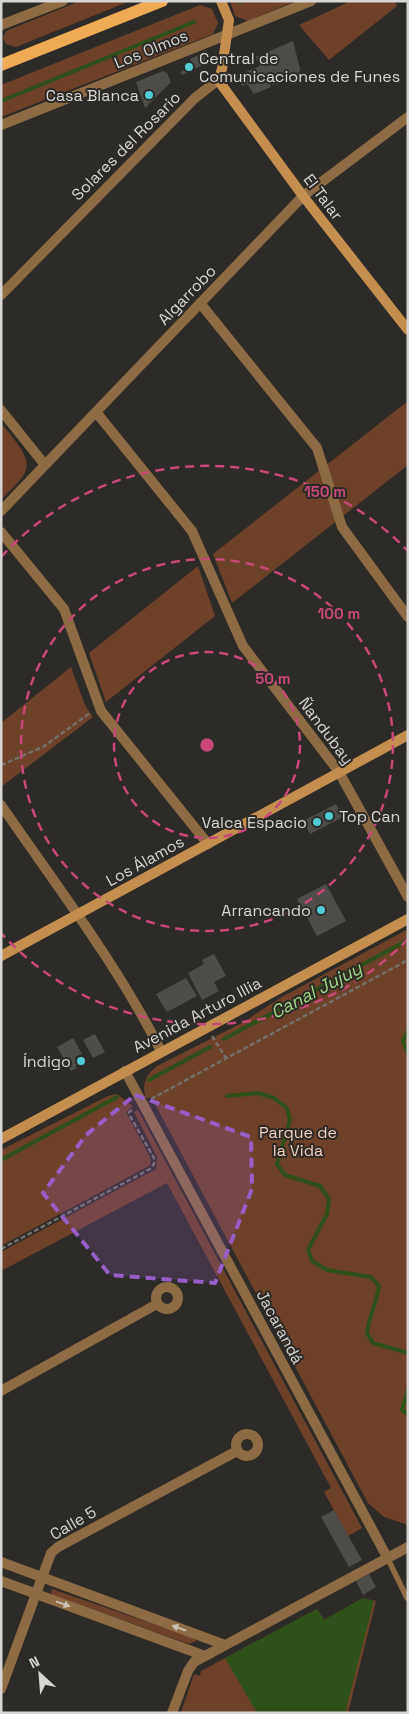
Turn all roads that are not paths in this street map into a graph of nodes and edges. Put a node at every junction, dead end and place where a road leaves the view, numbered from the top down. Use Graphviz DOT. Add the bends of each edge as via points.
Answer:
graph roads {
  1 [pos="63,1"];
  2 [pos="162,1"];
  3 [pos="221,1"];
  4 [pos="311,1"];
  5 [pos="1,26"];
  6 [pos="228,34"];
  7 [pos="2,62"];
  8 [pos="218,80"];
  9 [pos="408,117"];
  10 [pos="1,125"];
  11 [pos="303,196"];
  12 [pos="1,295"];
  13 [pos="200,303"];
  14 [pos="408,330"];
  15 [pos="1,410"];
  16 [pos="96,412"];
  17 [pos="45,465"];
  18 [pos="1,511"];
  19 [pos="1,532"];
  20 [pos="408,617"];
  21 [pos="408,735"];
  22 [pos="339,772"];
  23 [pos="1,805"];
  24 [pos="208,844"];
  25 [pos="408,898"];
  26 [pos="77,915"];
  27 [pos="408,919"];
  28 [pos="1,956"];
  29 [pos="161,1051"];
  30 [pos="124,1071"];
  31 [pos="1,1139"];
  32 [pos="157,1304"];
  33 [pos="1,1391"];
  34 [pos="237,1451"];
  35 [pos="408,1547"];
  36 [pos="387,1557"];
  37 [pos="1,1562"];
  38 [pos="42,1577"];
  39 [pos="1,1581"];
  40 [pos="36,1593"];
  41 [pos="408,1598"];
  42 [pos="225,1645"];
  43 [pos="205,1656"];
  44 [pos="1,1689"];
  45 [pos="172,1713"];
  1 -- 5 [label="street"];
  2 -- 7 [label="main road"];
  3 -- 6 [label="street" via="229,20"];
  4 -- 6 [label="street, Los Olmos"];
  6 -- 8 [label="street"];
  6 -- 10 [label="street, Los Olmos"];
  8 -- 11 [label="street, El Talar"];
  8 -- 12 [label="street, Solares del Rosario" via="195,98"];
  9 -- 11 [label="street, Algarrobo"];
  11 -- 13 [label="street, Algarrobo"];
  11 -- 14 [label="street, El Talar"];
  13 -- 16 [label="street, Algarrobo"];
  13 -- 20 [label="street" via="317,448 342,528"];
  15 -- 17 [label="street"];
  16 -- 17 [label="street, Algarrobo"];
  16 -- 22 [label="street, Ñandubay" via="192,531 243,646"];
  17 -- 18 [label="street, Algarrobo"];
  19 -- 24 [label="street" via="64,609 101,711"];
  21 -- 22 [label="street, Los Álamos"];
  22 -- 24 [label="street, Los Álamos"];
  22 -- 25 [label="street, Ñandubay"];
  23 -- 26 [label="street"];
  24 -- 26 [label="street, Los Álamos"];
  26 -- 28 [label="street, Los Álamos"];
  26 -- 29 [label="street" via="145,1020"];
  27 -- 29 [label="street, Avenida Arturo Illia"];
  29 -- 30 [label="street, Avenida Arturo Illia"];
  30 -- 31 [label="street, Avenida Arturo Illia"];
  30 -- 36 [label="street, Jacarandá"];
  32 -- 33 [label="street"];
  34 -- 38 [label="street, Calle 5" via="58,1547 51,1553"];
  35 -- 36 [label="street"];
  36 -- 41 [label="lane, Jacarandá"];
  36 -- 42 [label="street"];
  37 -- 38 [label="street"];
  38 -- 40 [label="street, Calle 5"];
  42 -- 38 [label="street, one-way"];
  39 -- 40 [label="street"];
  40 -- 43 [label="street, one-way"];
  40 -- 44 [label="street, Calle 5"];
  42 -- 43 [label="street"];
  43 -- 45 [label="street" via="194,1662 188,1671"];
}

────

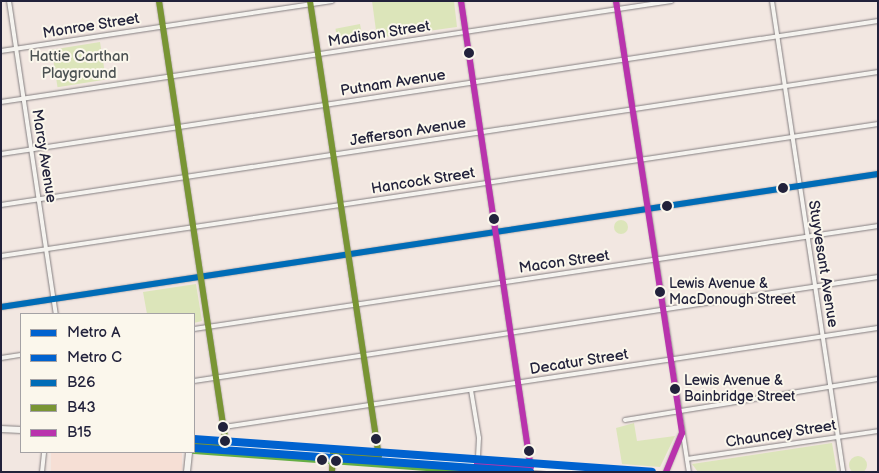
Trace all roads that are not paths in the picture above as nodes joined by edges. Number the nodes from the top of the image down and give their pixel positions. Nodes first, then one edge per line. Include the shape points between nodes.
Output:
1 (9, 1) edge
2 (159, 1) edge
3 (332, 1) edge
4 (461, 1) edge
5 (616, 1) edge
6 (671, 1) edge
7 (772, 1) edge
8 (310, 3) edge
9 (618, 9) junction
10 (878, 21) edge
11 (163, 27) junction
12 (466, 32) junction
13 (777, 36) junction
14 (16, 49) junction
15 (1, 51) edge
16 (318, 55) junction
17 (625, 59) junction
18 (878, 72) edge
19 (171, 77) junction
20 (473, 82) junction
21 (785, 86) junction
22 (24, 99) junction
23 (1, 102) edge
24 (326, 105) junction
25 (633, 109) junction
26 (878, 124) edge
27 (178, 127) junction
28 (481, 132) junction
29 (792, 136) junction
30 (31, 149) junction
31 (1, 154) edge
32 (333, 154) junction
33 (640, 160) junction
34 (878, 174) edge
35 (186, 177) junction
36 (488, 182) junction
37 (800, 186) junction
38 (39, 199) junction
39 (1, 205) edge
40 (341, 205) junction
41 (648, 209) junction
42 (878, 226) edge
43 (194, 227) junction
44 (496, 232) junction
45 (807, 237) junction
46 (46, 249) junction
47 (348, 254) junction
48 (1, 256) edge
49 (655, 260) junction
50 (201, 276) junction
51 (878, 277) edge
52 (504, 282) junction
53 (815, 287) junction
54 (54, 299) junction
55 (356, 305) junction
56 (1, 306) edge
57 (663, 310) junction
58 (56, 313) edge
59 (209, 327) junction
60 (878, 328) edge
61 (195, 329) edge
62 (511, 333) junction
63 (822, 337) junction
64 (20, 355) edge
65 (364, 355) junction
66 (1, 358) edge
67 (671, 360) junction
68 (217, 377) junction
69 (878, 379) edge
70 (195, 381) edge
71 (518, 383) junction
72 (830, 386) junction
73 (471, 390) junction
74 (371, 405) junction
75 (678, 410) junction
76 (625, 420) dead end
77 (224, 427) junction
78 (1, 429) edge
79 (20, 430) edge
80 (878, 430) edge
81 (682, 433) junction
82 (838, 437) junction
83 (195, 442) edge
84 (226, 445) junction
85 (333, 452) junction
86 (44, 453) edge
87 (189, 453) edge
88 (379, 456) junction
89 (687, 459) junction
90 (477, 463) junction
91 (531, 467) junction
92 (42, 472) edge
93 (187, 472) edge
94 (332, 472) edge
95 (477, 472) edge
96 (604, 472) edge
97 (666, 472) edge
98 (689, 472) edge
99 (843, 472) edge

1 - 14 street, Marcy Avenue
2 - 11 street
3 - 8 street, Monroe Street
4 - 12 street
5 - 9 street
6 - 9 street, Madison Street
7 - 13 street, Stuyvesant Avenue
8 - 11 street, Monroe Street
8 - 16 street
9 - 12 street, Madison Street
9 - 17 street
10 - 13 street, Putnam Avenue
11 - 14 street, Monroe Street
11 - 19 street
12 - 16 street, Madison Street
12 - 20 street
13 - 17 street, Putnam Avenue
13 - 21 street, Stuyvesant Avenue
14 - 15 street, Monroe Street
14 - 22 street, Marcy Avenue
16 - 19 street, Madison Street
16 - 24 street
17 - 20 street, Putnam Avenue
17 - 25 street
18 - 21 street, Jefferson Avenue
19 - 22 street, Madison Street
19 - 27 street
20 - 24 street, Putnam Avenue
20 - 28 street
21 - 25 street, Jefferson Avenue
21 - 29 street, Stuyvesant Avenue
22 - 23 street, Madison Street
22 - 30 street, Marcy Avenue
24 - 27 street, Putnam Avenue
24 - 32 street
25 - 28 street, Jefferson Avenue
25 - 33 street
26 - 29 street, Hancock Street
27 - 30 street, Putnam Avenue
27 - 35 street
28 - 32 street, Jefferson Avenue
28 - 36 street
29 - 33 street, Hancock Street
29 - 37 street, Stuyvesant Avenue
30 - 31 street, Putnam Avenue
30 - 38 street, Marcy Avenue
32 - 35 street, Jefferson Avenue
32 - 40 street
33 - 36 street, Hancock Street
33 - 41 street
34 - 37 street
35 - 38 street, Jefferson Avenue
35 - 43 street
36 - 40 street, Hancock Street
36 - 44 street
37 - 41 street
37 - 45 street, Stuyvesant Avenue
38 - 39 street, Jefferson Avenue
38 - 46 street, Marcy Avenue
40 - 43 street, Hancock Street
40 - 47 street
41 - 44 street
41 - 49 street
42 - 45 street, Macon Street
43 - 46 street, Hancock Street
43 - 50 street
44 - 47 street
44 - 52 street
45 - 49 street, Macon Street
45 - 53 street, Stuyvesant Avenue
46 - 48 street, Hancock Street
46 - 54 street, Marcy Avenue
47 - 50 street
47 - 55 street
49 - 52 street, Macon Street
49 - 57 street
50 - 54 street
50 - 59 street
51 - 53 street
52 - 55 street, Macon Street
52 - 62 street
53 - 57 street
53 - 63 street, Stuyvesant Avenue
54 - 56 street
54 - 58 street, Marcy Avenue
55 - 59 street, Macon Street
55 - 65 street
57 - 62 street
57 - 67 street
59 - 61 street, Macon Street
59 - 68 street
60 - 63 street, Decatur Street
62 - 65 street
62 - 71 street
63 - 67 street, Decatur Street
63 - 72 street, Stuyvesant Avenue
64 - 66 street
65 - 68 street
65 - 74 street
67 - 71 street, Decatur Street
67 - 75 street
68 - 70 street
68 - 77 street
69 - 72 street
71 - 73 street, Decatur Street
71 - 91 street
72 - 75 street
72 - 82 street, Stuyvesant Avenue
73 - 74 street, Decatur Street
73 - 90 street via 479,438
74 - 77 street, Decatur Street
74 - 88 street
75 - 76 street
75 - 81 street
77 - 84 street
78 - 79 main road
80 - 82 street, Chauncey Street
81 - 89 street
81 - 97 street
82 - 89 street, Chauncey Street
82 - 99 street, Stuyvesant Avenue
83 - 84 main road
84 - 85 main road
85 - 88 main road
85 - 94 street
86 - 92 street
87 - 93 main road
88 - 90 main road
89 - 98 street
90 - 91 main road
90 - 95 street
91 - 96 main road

────

WHAT NEEDS TO BE DONE: Lines of the material that contain the word "Arturo" are to be gathered.

TASK ANSWER:
  27 -- 29 [label="street, Avenida Arturo Illia"];
  29 -- 30 [label="street, Avenida Arturo Illia"];
  30 -- 31 [label="street, Avenida Arturo Illia"];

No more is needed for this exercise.